For High School Students: This course, in its latest offering, during summer 2014, expanded to the use of sensors in smart phone Apps. Students used Processing and Java to develop apps for our Museum of Discovery and Science (MODS). The 9 Apps may be found here: Sensor Museum Apps. The latest syllabus is found here. In its earlier course offerings, during summers 2012 and 2013, showed the students two different ways for developing Apps, viz., using App Inventor and Java-based Android APIs. The former is good for prototyping, while the latter is ideal for the final integrated App. The students worked in groups of three and compared the two on certain performance metrics (power dissipation, code size, and user interface) for a given fun or game App that they implemented. The syllabus is found here.
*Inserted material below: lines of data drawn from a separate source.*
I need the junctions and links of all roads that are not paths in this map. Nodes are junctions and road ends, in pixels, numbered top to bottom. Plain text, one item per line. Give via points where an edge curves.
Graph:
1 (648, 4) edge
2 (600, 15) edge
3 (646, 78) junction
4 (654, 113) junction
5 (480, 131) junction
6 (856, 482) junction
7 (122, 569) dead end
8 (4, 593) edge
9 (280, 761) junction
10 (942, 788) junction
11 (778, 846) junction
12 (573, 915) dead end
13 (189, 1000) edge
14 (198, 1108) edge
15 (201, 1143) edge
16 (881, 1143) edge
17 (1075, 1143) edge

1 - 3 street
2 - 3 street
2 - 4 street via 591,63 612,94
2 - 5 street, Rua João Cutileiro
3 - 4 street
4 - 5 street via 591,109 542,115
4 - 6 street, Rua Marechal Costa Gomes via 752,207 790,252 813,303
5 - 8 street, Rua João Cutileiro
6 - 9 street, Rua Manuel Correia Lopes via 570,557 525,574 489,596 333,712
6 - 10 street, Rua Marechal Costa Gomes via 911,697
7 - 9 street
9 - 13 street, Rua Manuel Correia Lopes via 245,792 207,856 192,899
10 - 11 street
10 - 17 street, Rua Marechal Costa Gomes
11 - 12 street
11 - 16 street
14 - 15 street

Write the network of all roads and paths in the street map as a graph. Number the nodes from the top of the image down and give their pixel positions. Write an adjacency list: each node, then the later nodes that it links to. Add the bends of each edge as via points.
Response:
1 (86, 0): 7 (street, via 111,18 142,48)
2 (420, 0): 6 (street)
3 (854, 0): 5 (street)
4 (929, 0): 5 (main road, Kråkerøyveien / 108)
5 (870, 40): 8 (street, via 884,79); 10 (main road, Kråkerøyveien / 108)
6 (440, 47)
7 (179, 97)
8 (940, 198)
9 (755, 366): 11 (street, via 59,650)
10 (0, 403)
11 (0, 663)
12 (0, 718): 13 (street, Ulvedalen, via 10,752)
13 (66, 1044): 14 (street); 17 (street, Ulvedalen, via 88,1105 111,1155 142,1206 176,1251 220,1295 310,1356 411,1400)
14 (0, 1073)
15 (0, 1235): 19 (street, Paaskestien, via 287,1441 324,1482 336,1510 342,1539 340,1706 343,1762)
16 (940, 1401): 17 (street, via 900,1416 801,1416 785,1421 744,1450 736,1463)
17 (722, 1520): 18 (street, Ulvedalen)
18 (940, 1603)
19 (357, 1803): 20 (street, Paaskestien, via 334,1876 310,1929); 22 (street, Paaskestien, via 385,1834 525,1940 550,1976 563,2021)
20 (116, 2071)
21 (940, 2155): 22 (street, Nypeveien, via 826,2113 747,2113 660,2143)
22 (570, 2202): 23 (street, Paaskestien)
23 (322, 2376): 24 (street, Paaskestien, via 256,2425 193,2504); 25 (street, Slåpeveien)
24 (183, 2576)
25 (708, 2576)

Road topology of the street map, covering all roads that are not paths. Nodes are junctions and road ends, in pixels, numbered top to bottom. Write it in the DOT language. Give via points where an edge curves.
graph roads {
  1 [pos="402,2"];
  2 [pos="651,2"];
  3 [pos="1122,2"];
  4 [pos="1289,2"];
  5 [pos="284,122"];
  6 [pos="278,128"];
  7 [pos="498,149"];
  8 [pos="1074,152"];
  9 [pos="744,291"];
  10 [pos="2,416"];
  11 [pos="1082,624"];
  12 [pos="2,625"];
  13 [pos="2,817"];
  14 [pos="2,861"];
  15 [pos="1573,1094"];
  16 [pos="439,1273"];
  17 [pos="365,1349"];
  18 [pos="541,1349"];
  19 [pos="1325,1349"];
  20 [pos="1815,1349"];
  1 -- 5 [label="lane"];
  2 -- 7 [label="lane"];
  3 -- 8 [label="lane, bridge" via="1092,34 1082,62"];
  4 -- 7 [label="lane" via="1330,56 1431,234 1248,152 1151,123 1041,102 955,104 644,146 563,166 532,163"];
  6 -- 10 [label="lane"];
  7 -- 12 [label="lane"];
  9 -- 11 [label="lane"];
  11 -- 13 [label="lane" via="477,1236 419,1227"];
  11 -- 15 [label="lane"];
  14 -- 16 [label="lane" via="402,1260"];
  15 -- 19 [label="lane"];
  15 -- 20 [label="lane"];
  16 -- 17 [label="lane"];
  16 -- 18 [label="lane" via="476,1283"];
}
This was a dual-enrollment course offered under FAU’s ESP (Engineering Scholars Program) program to high achieving high school students comprised of rising 11th and 12th grade students.
For Undergraduate Students: Software-Hardware CoDesign. During fall 2014, it is our desire to bring together students from electrical engineering, and computer science and engineering, and possibly from education, to develop Apps of relevance to Children’s Services Council (CSC) of Broward County. They have after-school programs for middle school students. Our goal is to develop sensor-based Apps for empowering these students and also teach them STEM material. The two syllabi are here: Smart Sensors and Software-Hardware CoDesign. During spring 2014, the course focused on building Android building blocks for museum applications. This involved using sensors and hierarchical design for building a framework to navigate from the museum layout to themes to individual exhibits and back. A paper will be published on it soon. During fall 013, This engineering course was jointly taught with courses in anthropology, arts, and urban planning. Business students have participated in the past. Students developed smart phone Apps for urban and environmental planning. The Apps are documented here: https://bitbucket.org/shankarfau/profile/teams . This course, in its earlier course offering, during summer 2012, was a joint eLearning course. In this setting, two professors,one each from engineering and arts taught his group of students, with the two sets of students coming together after a mid-term exam to develop smart phone prototype Apps based on Android operating system (OS). A group of engineering and graphics professionals reviewed the student team presentations online. Their team blog site links are posted at our Android resource site. The syllabus is found here. The professionals’ evaluation rubric is found here.
For Graduate Students (in Engineering and in the MFA program): Android Components. This course has been offered thrice recently. In the latest course offering during spring 2014, the focus was on autocode generation using EMF, as was with the summer 2012 course offering. Students developed new software components that undergraduate students could use (in a later semester) for developing their prototype Apps. Since these components need to be rugged for use by others, we used auto code generation techniques (using Eclipse Modeling Framework, or EMF) to generate most of the code, from the student’s UML class diagrams. Their team blog site links are posted at our Android resource site. The syllabus is found here. Slides from our IEEE Syscon 2014 workshop on EMF is found here: http://csi.fau.edu/courses/auto-code-generation/
We recently submitted two papers. The ASEE paper has been accepted. The eLearning paper is undergoing review.